◆ Exercise brief
The answer must consist of every record below, transcribed exactly.

[[ The input open ]]

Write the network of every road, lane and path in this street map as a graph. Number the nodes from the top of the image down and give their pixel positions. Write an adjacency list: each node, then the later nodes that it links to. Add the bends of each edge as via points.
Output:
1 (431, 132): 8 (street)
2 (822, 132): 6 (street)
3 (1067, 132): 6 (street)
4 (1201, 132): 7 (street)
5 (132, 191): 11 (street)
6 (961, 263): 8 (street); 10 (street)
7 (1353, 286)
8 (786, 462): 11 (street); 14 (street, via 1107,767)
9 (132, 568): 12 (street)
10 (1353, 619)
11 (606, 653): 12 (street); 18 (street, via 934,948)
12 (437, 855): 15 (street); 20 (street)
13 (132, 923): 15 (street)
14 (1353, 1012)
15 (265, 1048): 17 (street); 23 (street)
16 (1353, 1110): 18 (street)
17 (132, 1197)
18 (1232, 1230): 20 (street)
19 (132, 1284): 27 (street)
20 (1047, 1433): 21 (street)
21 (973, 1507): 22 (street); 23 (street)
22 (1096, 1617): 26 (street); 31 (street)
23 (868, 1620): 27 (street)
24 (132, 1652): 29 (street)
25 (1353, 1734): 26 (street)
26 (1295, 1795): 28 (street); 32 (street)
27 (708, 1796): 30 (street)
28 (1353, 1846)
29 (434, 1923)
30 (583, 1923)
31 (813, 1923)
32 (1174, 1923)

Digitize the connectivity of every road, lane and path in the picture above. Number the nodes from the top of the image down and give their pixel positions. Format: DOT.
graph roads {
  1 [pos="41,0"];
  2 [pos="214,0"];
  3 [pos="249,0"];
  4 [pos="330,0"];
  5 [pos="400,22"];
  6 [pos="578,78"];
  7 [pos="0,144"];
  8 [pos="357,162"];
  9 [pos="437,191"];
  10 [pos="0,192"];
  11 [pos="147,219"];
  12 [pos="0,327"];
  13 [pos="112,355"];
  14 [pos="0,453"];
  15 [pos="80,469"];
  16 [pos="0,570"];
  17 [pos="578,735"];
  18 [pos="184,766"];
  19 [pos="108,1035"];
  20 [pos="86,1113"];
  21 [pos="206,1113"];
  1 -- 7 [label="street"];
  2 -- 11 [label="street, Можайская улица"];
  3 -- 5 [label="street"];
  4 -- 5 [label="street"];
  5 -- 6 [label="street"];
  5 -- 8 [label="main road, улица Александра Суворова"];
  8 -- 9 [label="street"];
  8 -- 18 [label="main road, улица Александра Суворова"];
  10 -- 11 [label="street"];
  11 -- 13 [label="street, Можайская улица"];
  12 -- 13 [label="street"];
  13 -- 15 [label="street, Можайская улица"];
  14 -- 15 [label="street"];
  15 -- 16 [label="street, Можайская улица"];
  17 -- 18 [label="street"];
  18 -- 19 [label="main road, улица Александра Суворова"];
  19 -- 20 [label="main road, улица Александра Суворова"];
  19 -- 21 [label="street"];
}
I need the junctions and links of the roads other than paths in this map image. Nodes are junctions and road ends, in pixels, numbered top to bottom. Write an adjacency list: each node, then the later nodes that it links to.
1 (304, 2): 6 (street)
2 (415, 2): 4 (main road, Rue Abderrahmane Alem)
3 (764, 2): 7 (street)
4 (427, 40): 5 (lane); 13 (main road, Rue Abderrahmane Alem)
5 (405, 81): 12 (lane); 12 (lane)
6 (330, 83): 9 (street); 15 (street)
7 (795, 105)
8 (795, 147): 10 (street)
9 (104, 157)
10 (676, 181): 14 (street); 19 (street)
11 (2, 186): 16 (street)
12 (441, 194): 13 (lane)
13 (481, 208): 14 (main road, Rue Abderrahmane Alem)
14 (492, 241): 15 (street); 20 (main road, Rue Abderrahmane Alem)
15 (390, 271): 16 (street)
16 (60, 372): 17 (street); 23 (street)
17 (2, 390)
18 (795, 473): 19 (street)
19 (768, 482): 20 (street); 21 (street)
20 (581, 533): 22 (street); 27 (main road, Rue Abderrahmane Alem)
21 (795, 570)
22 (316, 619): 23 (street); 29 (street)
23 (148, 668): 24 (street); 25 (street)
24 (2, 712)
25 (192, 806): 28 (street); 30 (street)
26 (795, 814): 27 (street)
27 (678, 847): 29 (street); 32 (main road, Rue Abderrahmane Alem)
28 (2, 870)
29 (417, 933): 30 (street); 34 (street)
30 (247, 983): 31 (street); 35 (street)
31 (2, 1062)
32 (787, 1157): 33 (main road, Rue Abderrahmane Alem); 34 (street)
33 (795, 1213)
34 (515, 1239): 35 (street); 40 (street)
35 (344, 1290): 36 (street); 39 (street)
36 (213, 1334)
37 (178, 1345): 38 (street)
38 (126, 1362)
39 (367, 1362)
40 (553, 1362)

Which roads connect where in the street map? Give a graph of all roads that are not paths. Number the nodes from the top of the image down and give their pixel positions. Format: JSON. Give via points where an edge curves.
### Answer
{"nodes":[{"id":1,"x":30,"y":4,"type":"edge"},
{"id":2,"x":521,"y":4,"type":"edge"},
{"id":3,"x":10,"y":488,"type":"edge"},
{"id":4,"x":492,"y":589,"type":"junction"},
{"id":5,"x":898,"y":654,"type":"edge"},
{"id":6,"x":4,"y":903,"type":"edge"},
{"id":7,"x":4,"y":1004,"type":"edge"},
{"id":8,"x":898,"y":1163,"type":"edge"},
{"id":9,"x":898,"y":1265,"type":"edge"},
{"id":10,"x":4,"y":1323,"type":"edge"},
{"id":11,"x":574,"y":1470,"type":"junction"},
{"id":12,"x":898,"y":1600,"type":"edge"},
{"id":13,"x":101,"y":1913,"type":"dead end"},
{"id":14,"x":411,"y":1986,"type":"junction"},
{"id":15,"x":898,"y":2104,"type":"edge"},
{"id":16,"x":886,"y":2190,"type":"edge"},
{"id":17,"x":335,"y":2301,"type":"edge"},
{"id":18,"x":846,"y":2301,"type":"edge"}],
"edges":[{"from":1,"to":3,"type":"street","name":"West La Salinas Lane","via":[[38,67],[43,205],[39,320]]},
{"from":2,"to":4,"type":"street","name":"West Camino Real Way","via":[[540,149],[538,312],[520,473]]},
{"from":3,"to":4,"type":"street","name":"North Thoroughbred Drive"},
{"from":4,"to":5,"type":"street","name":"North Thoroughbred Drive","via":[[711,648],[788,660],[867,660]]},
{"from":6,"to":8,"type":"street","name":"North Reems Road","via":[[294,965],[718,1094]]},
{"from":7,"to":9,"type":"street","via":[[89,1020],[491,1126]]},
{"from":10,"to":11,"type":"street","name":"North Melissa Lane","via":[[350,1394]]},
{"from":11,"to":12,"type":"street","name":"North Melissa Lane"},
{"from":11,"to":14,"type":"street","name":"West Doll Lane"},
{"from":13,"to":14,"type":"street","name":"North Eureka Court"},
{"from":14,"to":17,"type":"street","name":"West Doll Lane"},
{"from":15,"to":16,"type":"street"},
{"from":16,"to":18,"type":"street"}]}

[[ The input closed ]]

◆ Finished exercise
Write the network of every road, lane and path in this street map as a graph. Number the nodes from the top of the image down and give their pixel positions. Write an adjacency list: each node, then the later nodes that it links to. Add the bends of each edge as via points.
Output:
1 (431, 132): 8 (street)
2 (822, 132): 6 (street)
3 (1067, 132): 6 (street)
4 (1201, 132): 7 (street)
5 (132, 191): 11 (street)
6 (961, 263): 8 (street); 10 (street)
7 (1353, 286)
8 (786, 462): 11 (street); 14 (street, via 1107,767)
9 (132, 568): 12 (street)
10 (1353, 619)
11 (606, 653): 12 (street); 18 (street, via 934,948)
12 (437, 855): 15 (street); 20 (street)
13 (132, 923): 15 (street)
14 (1353, 1012)
15 (265, 1048): 17 (street); 23 (street)
16 (1353, 1110): 18 (street)
17 (132, 1197)
18 (1232, 1230): 20 (street)
19 (132, 1284): 27 (street)
20 (1047, 1433): 21 (street)
21 (973, 1507): 22 (street); 23 (street)
22 (1096, 1617): 26 (street); 31 (street)
23 (868, 1620): 27 (street)
24 (132, 1652): 29 (street)
25 (1353, 1734): 26 (street)
26 (1295, 1795): 28 (street); 32 (street)
27 (708, 1796): 30 (street)
28 (1353, 1846)
29 (434, 1923)
30 (583, 1923)
31 (813, 1923)
32 (1174, 1923)

Digitize the connectivity of every road, lane and path in the picture above. Number the nodes from the top of the image down and give their pixel positions. Format: DOT.
graph roads {
  1 [pos="41,0"];
  2 [pos="214,0"];
  3 [pos="249,0"];
  4 [pos="330,0"];
  5 [pos="400,22"];
  6 [pos="578,78"];
  7 [pos="0,144"];
  8 [pos="357,162"];
  9 [pos="437,191"];
  10 [pos="0,192"];
  11 [pos="147,219"];
  12 [pos="0,327"];
  13 [pos="112,355"];
  14 [pos="0,453"];
  15 [pos="80,469"];
  16 [pos="0,570"];
  17 [pos="578,735"];
  18 [pos="184,766"];
  19 [pos="108,1035"];
  20 [pos="86,1113"];
  21 [pos="206,1113"];
  1 -- 7 [label="street"];
  2 -- 11 [label="street, Можайская улица"];
  3 -- 5 [label="street"];
  4 -- 5 [label="street"];
  5 -- 6 [label="street"];
  5 -- 8 [label="main road, улица Александра Суворова"];
  8 -- 9 [label="street"];
  8 -- 18 [label="main road, улица Александра Суворова"];
  10 -- 11 [label="street"];
  11 -- 13 [label="street, Можайская улица"];
  12 -- 13 [label="street"];
  13 -- 15 [label="street, Можайская улица"];
  14 -- 15 [label="street"];
  15 -- 16 [label="street, Можайская улица"];
  17 -- 18 [label="street"];
  18 -- 19 [label="main road, улица Александра Суворова"];
  19 -- 20 [label="main road, улица Александра Суворова"];
  19 -- 21 [label="street"];
}
I need the junctions and links of the roads other than paths in this map image. Nodes are junctions and road ends, in pixels, numbered top to bottom. Write an adjacency list: each node, then the later nodes that it links to.
1 (304, 2): 6 (street)
2 (415, 2): 4 (main road, Rue Abderrahmane Alem)
3 (764, 2): 7 (street)
4 (427, 40): 5 (lane); 13 (main road, Rue Abderrahmane Alem)
5 (405, 81): 12 (lane); 12 (lane)
6 (330, 83): 9 (street); 15 (street)
7 (795, 105)
8 (795, 147): 10 (street)
9 (104, 157)
10 (676, 181): 14 (street); 19 (street)
11 (2, 186): 16 (street)
12 (441, 194): 13 (lane)
13 (481, 208): 14 (main road, Rue Abderrahmane Alem)
14 (492, 241): 15 (street); 20 (main road, Rue Abderrahmane Alem)
15 (390, 271): 16 (street)
16 (60, 372): 17 (street); 23 (street)
17 (2, 390)
18 (795, 473): 19 (street)
19 (768, 482): 20 (street); 21 (street)
20 (581, 533): 22 (street); 27 (main road, Rue Abderrahmane Alem)
21 (795, 570)
22 (316, 619): 23 (street); 29 (street)
23 (148, 668): 24 (street); 25 (street)
24 (2, 712)
25 (192, 806): 28 (street); 30 (street)
26 (795, 814): 27 (street)
27 (678, 847): 29 (street); 32 (main road, Rue Abderrahmane Alem)
28 (2, 870)
29 (417, 933): 30 (street); 34 (street)
30 (247, 983): 31 (street); 35 (street)
31 (2, 1062)
32 (787, 1157): 33 (main road, Rue Abderrahmane Alem); 34 (street)
33 (795, 1213)
34 (515, 1239): 35 (street); 40 (street)
35 (344, 1290): 36 (street); 39 (street)
36 (213, 1334)
37 (178, 1345): 38 (street)
38 (126, 1362)
39 (367, 1362)
40 (553, 1362)

Which roads connect where in the street map? Give a graph of all roads that are not paths. Number the nodes from the top of the image down and give their pixel positions. Format: JSON. Give via points where an edge curves.
### Answer
{"nodes":[{"id":1,"x":30,"y":4,"type":"edge"},
{"id":2,"x":521,"y":4,"type":"edge"},
{"id":3,"x":10,"y":488,"type":"edge"},
{"id":4,"x":492,"y":589,"type":"junction"},
{"id":5,"x":898,"y":654,"type":"edge"},
{"id":6,"x":4,"y":903,"type":"edge"},
{"id":7,"x":4,"y":1004,"type":"edge"},
{"id":8,"x":898,"y":1163,"type":"edge"},
{"id":9,"x":898,"y":1265,"type":"edge"},
{"id":10,"x":4,"y":1323,"type":"edge"},
{"id":11,"x":574,"y":1470,"type":"junction"},
{"id":12,"x":898,"y":1600,"type":"edge"},
{"id":13,"x":101,"y":1913,"type":"dead end"},
{"id":14,"x":411,"y":1986,"type":"junction"},
{"id":15,"x":898,"y":2104,"type":"edge"},
{"id":16,"x":886,"y":2190,"type":"edge"},
{"id":17,"x":335,"y":2301,"type":"edge"},
{"id":18,"x":846,"y":2301,"type":"edge"}],
"edges":[{"from":1,"to":3,"type":"street","name":"West La Salinas Lane","via":[[38,67],[43,205],[39,320]]},
{"from":2,"to":4,"type":"street","name":"West Camino Real Way","via":[[540,149],[538,312],[520,473]]},
{"from":3,"to":4,"type":"street","name":"North Thoroughbred Drive"},
{"from":4,"to":5,"type":"street","name":"North Thoroughbred Drive","via":[[711,648],[788,660],[867,660]]},
{"from":6,"to":8,"type":"street","name":"North Reems Road","via":[[294,965],[718,1094]]},
{"from":7,"to":9,"type":"street","via":[[89,1020],[491,1126]]},
{"from":10,"to":11,"type":"street","name":"North Melissa Lane","via":[[350,1394]]},
{"from":11,"to":12,"type":"street","name":"North Melissa Lane"},
{"from":11,"to":14,"type":"street","name":"West Doll Lane"},
{"from":13,"to":14,"type":"street","name":"North Eureka Court"},
{"from":14,"to":17,"type":"street","name":"West Doll Lane"},
{"from":15,"to":16,"type":"street"},
{"from":16,"to":18,"type":"street"}]}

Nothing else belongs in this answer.